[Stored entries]
------
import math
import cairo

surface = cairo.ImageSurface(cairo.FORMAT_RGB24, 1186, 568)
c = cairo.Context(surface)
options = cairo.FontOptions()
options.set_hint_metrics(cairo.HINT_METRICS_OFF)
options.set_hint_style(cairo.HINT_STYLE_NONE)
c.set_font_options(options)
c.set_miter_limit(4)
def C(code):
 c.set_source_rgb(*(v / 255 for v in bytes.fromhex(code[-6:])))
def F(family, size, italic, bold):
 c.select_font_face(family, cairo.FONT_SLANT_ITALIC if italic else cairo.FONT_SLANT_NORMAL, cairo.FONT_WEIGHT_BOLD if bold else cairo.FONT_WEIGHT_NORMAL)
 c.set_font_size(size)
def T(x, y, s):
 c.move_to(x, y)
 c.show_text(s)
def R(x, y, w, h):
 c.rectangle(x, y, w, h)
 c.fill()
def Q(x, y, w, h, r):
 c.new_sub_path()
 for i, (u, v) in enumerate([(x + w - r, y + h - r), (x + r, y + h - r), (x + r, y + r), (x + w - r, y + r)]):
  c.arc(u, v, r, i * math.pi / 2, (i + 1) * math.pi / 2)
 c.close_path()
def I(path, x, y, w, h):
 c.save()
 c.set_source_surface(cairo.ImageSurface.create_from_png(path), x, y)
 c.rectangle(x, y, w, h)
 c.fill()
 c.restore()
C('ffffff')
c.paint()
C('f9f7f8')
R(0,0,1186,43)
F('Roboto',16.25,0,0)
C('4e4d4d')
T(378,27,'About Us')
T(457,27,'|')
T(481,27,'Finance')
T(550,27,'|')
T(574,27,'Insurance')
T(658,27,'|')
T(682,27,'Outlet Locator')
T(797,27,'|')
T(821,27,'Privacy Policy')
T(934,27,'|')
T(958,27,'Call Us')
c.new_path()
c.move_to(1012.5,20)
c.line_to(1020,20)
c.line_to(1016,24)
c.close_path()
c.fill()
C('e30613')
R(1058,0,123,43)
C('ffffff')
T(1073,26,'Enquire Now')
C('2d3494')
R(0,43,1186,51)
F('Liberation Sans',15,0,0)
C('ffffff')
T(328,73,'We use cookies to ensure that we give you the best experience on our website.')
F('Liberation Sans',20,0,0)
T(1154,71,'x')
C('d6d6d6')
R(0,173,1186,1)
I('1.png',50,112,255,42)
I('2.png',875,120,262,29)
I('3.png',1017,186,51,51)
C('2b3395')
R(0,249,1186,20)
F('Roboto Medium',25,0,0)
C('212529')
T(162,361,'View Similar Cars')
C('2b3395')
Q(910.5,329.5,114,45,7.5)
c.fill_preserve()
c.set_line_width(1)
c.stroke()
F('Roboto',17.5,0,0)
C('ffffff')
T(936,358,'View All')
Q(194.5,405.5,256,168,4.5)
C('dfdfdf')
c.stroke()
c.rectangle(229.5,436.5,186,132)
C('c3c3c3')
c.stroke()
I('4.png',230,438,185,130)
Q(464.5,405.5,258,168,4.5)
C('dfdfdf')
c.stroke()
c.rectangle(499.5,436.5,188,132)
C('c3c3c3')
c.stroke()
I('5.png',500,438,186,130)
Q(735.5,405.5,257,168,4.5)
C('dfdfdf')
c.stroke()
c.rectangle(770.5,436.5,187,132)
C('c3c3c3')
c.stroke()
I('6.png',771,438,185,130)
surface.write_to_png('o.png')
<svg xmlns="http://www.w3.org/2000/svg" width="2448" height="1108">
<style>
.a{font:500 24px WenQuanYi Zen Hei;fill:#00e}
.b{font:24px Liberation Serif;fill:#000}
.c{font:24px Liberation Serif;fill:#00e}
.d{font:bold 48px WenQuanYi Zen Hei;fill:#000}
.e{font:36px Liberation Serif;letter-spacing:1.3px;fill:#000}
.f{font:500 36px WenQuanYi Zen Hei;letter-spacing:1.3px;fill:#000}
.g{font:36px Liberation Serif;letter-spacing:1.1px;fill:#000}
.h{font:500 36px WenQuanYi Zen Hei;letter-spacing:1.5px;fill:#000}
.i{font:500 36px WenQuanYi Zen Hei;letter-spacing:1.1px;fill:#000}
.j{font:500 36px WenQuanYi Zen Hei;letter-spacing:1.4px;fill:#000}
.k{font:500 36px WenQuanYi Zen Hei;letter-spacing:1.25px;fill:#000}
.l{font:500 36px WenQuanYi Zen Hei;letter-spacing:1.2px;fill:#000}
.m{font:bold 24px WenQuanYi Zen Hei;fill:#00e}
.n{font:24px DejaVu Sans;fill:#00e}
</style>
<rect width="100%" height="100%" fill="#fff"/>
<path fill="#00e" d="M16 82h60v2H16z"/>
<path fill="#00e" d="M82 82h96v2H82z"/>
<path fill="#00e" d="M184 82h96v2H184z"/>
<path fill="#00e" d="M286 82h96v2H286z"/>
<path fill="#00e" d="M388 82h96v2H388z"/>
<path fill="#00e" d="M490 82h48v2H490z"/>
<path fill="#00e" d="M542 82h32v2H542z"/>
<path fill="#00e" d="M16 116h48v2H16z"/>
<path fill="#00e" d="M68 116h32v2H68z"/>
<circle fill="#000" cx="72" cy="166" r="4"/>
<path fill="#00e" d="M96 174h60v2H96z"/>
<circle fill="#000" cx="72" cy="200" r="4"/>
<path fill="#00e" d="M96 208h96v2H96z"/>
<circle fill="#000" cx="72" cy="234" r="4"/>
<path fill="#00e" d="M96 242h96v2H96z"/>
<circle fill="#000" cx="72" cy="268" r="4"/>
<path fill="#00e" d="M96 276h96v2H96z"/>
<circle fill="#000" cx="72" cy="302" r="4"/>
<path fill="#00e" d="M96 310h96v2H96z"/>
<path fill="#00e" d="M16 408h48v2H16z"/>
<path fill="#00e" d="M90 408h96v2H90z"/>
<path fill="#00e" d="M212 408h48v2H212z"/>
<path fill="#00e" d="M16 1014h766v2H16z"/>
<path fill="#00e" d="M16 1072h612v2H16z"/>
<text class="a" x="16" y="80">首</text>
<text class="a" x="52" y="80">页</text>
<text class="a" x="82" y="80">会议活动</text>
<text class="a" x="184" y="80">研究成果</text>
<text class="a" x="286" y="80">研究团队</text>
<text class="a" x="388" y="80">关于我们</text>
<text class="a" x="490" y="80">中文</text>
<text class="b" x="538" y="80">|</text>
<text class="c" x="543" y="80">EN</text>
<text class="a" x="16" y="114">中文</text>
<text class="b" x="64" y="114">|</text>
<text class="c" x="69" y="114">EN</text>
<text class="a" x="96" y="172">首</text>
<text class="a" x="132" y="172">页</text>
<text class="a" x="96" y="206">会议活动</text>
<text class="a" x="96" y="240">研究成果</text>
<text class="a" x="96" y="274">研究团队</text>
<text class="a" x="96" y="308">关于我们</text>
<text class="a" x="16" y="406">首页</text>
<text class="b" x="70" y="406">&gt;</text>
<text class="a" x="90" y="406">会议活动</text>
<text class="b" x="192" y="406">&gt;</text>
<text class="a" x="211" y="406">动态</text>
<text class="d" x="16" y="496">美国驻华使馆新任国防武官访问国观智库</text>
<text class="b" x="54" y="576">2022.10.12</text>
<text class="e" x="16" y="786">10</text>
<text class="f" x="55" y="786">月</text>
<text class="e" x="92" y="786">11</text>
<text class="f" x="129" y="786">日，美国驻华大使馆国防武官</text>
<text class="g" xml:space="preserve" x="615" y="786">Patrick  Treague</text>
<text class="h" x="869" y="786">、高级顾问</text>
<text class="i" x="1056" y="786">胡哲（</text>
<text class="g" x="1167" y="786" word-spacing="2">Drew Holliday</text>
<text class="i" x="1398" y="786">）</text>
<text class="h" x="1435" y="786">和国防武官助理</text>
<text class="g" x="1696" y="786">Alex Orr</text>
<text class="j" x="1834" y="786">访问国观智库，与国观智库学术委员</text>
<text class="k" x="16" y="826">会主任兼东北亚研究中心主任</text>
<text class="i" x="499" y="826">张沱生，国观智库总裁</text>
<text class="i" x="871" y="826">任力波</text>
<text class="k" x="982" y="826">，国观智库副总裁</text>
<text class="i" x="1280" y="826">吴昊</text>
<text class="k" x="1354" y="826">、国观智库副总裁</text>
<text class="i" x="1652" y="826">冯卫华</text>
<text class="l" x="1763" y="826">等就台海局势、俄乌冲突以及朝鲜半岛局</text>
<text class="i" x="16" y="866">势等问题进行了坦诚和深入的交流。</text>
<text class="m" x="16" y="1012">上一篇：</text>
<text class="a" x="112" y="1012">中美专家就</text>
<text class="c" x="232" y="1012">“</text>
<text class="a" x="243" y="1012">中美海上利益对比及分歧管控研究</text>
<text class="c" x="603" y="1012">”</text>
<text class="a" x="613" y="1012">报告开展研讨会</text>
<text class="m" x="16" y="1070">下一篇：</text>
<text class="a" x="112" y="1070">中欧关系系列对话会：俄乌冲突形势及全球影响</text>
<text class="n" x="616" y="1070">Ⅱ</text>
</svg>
------
> **Your goal**:
What is needed is a verbatim copy of every line in the records above from the one containing "options = cairo.FontOptions()" down to the one containing "c.select_font_face(family, cairo.FONT_SLANT_ITALIC if", both included, and nothing more.

> **Answer box**:
options = cairo.FontOptions()
options.set_hint_metrics(cairo.HINT_METRICS_OFF)
options.set_hint_style(cairo.HINT_STYLE_NONE)
c.set_font_options(options)
c.set_miter_limit(4)
def C(code):
 c.set_source_rgb(*(v / 255 for v in bytes.fromhex(code[-6:])))
def F(family, size, italic, bold):
 c.select_font_face(family, cairo.FONT_SLANT_ITALIC if italic else cairo.FONT_SLANT_NORMAL, cairo.FONT_WEIGHT_BOLD if bold else cairo.FONT_WEIGHT_NORMAL)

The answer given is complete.